Channel Attention with a Squeeze-and-Excitation (SE) #
Introduction #
- Squeeze-and-Excitation Networks. Hu etal. CVPR 2018
Objectives of the lab
- Understand how an attention mechanism can enhance a CNN.
- Implement a Squeeze-and-Excitation (SE) block and integrate it into a small CNN.
- Compare model performance with and without attention.
Convolutional Neural Networks (CNNs) extract feature maps, also called channels. Each channel corresponds to a different type of learned feature (edges, textures, shapes, etc.). The Squeeze-and-Excitation (SE) block introduces a simple attention mechanism: it learns which channels are most important for the current task.
Steps
- Train a small baseline CNN on Fashion-MNIST.
- Add an SE block after each convolution.
- Compare accuracy and observe the attention effect.
- Add a self-attention block and compare
Code with Dataset #
Baseline CNN (without attention) #
Write a network with two CNN layers: 32 convolutions, kernel size of 3, padding of 1. Each layer will include the convolution, max pooling, and then a RELU layer.
class CNN_Base(nn.Module):
def __init__(self):
super().__init__()
self.conv1 = nn.Conv2d( ??? kernel_size=, padding=)
self.conv2 = nn.Conv2d( ??? kernel_size=, padding=)
self.fc = nn.Linear( ??? , 10)
def forward(self, x):
x = F.relu(...
x = ...
x = x.view(x.size(0), -1)
return self.fc(x)
Classification with SE Block #

SE Block Overview #
- Squeeze: Perform global average pooling on each channel = a vector of size
C. - Excitation: A small MLP learns a weight for each channel (values between 0 and 1).

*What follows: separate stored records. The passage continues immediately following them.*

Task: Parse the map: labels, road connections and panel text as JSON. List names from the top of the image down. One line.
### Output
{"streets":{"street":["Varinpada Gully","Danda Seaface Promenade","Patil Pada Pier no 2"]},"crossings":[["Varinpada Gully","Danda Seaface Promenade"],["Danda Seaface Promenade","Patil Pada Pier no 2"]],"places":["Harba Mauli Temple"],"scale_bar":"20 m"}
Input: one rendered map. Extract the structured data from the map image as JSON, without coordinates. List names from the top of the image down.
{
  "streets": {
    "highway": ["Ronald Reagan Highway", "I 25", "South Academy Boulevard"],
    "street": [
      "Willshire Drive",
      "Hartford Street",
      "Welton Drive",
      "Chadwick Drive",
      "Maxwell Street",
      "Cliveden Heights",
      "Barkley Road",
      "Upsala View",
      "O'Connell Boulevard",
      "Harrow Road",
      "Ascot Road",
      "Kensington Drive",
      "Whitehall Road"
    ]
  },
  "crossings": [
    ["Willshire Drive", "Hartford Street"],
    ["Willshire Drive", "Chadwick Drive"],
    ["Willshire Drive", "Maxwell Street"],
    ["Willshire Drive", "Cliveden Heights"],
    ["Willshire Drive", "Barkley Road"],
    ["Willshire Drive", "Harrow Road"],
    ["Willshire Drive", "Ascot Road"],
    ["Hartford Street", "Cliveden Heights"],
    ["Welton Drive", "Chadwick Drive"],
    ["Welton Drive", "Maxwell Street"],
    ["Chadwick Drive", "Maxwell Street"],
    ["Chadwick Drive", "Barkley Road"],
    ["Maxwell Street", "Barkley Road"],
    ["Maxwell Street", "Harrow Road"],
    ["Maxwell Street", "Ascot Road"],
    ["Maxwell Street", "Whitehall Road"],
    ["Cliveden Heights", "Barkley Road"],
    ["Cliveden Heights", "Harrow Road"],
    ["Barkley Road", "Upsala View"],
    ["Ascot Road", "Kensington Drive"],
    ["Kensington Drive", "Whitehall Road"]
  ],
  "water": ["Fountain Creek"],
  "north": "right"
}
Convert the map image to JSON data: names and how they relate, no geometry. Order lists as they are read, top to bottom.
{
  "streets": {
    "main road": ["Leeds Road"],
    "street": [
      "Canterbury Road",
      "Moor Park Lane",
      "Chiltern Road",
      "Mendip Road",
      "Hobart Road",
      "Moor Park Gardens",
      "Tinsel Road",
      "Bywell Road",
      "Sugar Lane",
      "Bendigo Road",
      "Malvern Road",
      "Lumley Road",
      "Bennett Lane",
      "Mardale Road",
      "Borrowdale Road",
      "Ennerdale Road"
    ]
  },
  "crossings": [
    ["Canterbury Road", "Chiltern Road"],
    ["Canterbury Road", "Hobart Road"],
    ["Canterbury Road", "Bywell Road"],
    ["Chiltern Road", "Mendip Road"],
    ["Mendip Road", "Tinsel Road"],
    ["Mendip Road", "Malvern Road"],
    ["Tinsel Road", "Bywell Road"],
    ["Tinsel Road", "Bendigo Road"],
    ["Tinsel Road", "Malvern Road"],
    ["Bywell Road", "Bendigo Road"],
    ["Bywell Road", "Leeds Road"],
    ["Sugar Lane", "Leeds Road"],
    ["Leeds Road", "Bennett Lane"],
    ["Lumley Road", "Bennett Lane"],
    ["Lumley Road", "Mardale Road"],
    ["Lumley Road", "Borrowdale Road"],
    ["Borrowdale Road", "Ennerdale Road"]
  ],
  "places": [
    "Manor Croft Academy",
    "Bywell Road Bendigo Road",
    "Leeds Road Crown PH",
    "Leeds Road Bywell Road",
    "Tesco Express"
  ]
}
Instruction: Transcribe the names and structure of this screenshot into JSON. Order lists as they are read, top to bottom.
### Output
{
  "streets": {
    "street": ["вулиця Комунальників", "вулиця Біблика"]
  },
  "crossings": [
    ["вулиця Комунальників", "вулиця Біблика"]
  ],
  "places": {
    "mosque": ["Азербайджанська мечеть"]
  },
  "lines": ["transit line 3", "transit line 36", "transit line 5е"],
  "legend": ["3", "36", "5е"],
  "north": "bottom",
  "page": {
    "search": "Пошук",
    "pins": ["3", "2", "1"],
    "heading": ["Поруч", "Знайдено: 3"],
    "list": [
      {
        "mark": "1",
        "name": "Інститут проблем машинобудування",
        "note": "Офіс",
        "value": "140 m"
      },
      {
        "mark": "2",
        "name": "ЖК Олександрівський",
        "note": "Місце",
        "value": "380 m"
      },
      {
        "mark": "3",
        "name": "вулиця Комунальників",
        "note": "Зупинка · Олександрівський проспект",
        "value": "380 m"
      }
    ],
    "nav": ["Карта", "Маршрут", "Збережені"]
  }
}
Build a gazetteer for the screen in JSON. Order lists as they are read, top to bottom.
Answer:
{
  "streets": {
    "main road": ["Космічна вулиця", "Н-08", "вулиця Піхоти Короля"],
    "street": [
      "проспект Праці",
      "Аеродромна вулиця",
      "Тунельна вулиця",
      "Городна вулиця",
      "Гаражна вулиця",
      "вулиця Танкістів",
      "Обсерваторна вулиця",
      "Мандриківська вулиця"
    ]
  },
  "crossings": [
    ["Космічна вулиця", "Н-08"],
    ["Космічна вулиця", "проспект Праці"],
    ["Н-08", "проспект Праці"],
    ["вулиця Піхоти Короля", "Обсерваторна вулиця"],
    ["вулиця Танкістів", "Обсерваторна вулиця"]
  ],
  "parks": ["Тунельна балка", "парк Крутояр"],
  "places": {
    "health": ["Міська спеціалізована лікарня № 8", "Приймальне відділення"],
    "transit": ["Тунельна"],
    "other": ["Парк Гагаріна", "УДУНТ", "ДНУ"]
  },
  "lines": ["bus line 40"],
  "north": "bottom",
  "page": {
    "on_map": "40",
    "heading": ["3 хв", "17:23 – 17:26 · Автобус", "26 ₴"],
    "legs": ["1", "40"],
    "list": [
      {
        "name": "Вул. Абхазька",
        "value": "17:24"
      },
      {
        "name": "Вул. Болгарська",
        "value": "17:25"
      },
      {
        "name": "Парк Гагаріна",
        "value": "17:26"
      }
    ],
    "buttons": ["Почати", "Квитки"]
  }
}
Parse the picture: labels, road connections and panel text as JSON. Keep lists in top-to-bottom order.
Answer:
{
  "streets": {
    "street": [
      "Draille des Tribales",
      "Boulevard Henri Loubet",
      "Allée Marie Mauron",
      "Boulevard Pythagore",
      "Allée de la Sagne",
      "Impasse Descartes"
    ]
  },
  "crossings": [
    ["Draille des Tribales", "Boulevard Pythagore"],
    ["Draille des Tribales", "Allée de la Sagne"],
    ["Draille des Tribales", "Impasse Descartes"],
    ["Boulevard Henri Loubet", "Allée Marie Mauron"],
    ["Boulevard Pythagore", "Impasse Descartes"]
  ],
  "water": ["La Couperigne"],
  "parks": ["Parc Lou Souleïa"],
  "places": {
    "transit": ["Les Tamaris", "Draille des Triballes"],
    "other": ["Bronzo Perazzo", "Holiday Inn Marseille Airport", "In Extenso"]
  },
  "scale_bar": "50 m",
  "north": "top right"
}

- Recalibration: Multiply each feature map by its corresponding weight.
This is a channel-wise attention mechanism (not spatial).
The SE block is defined below as a function. The function takes the feature map and number of channels as input. GlobalAveragePooling (GAP) converts each channel to a single numerical value (Squeezing part). Ths function is called AdaptiveAvgPool2d in Pytorch. Then, two Dense blocks (fully connected block) transform the n values to n weights for each channel (Excitation). Finally, the output is computed by applying weights to the channels by multiplication.
class SEBlock(nn.Module):
def __init__(self, channels, reduction=16):
super().__init__()
self.avg_pool = ... # GAP
self.fc = nn.Sequential( # Excitation
nn.Linear(channels, reduction, bias=False),
nn.ReLU(),
nn.Linear( reduction, channels, bias=False),
nn.Sigmoid()
)
def forward(self, x):
b, c, _, _ = x.size() # b=batch size, c = chanel size
y = ... # GAP
y = ... # FC
y = y.view(b, c, 1, 1)
return x * y # apply the weights to each channel
CNN with SE Attention #
Add the attention module after the two layers of convolutions.
class CNN_SE(nn.Module):
def __init__(self):
super().__init__()
self.conv1 = nn.Conv2d(3, 32, kernel_size=3, padding=1)
self.se1 = ???
self.conv2 = nn.Conv2d(32, 64, kernel_size=3, padding=1)
self.se2 = ???
self.fc = nn.Linear( ??? , 10)
def forward(self, x):
x = ???
x = ???
x = ???
x = ???
x = x.view(x.size(0), -1) # batch size: x.size(0)
return self.fc(x)
Results: with and without Attention #
Expected Results
- Baseline CNN: ~70 % (15 epoch, without attention)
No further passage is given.